Below are entries. Copy exactly the lines running from the line that holds "Road topology of" to the line that holds "Write the network", with both ends included.

╭─ DATA SHOWN

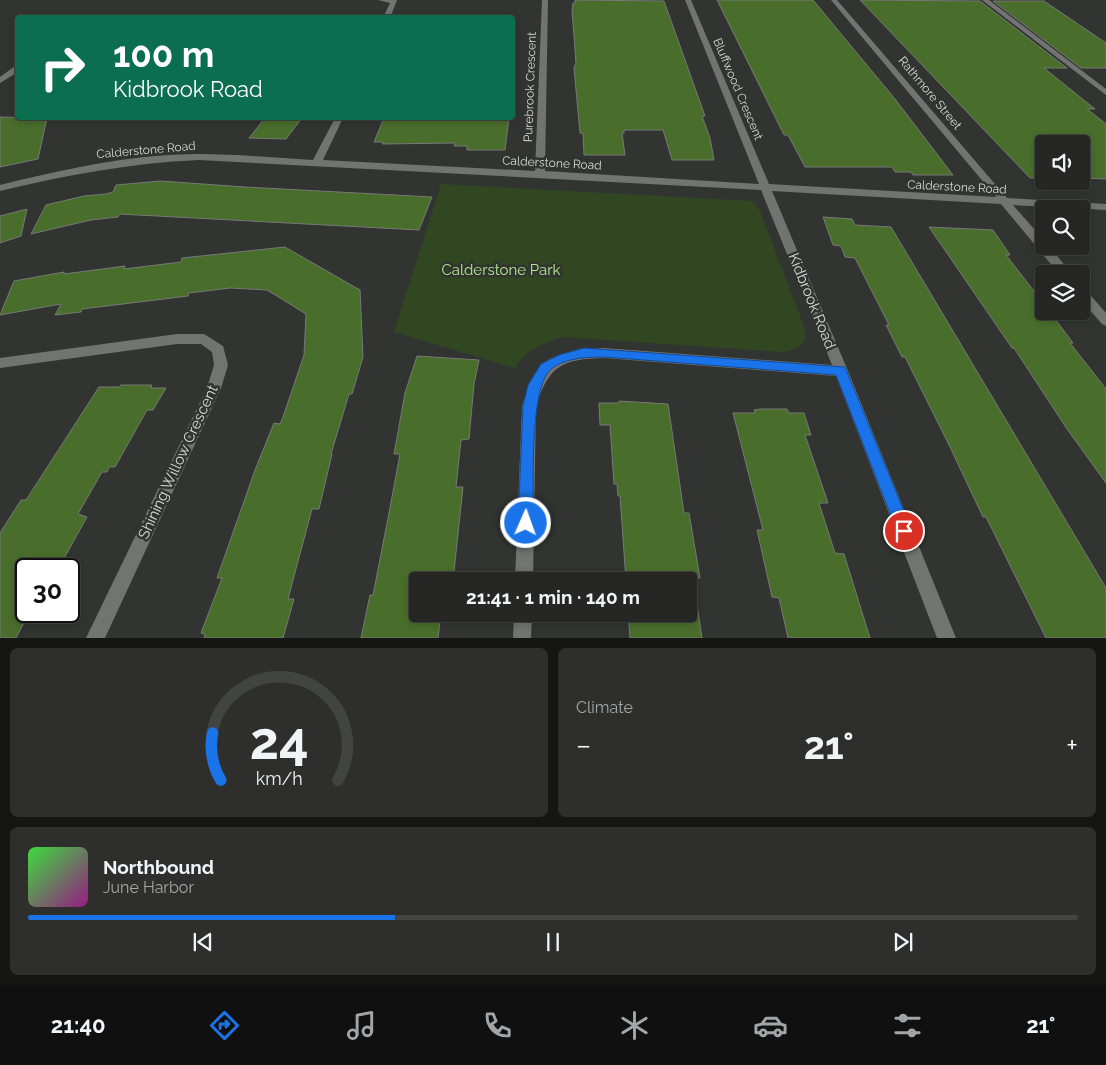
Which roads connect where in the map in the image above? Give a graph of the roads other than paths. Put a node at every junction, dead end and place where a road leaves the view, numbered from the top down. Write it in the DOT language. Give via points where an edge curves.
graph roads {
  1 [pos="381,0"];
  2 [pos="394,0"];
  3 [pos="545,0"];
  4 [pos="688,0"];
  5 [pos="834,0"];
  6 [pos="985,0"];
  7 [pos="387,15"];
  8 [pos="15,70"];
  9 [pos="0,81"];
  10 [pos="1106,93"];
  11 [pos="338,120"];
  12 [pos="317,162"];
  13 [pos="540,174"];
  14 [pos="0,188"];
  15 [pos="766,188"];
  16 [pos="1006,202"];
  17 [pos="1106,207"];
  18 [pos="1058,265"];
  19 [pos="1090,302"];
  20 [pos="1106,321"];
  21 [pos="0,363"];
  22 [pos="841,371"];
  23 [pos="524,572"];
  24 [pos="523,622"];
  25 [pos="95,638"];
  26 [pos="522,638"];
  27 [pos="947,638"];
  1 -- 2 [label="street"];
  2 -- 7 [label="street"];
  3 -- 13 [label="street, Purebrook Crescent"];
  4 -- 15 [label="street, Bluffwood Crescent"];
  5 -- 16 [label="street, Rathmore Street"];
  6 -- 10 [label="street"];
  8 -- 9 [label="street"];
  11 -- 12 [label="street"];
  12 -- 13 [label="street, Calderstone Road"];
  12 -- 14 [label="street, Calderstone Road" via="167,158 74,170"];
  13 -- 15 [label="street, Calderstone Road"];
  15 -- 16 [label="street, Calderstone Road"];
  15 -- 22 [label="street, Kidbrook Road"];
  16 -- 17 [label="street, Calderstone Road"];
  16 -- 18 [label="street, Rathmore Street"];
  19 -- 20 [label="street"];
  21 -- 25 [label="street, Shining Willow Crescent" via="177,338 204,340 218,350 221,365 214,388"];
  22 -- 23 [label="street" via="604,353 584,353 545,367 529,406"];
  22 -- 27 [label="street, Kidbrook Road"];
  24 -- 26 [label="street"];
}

╰─
╭─ DATA SHOWN

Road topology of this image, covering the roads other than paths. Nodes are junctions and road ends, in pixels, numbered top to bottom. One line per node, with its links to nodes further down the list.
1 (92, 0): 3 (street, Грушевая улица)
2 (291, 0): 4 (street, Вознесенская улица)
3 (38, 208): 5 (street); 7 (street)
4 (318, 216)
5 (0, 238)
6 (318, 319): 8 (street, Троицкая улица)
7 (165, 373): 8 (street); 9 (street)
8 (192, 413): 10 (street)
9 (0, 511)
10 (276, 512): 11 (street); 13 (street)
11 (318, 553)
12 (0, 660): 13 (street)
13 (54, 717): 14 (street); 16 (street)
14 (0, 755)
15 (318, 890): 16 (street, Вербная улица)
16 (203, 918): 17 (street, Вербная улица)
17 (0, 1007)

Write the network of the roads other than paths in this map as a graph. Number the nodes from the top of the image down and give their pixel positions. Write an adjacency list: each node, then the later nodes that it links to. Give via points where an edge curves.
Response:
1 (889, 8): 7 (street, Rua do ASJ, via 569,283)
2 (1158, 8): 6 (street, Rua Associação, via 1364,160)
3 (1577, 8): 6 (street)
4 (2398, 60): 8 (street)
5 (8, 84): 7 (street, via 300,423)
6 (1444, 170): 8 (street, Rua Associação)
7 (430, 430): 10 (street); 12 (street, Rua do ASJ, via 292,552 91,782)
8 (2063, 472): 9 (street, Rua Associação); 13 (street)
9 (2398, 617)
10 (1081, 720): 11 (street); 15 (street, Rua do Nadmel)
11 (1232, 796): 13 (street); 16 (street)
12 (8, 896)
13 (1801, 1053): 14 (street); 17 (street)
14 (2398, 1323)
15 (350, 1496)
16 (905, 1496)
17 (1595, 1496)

╰─

#### [ANSWER BOX]
Road topology of this image, covering the roads other than paths. Nodes are junctions and road ends, in pixels, numbered top to bottom. One line per node, with its links to nodes further down the list.
1 (92, 0): 3 (street, Грушевая улица)
2 (291, 0): 4 (street, Вознесенская улица)
3 (38, 208): 5 (street); 7 (street)
4 (318, 216)
5 (0, 238)
6 (318, 319): 8 (street, Троицкая улица)
7 (165, 373): 8 (street); 9 (street)
8 (192, 413): 10 (street)
9 (0, 511)
10 (276, 512): 11 (street); 13 (street)
11 (318, 553)
12 (0, 660): 13 (street)
13 (54, 717): 14 (street); 16 (street)
14 (0, 755)
15 (318, 890): 16 (street, Вербная улица)
16 (203, 918): 17 (street, Вербная улица)
17 (0, 1007)

Write the network of the roads other than paths in this map as a graph. Number the nodes from the top of the image down and give their pixel positions. Write an adjacency list: each node, then the later nodes that it links to. Give via points where an edge curves.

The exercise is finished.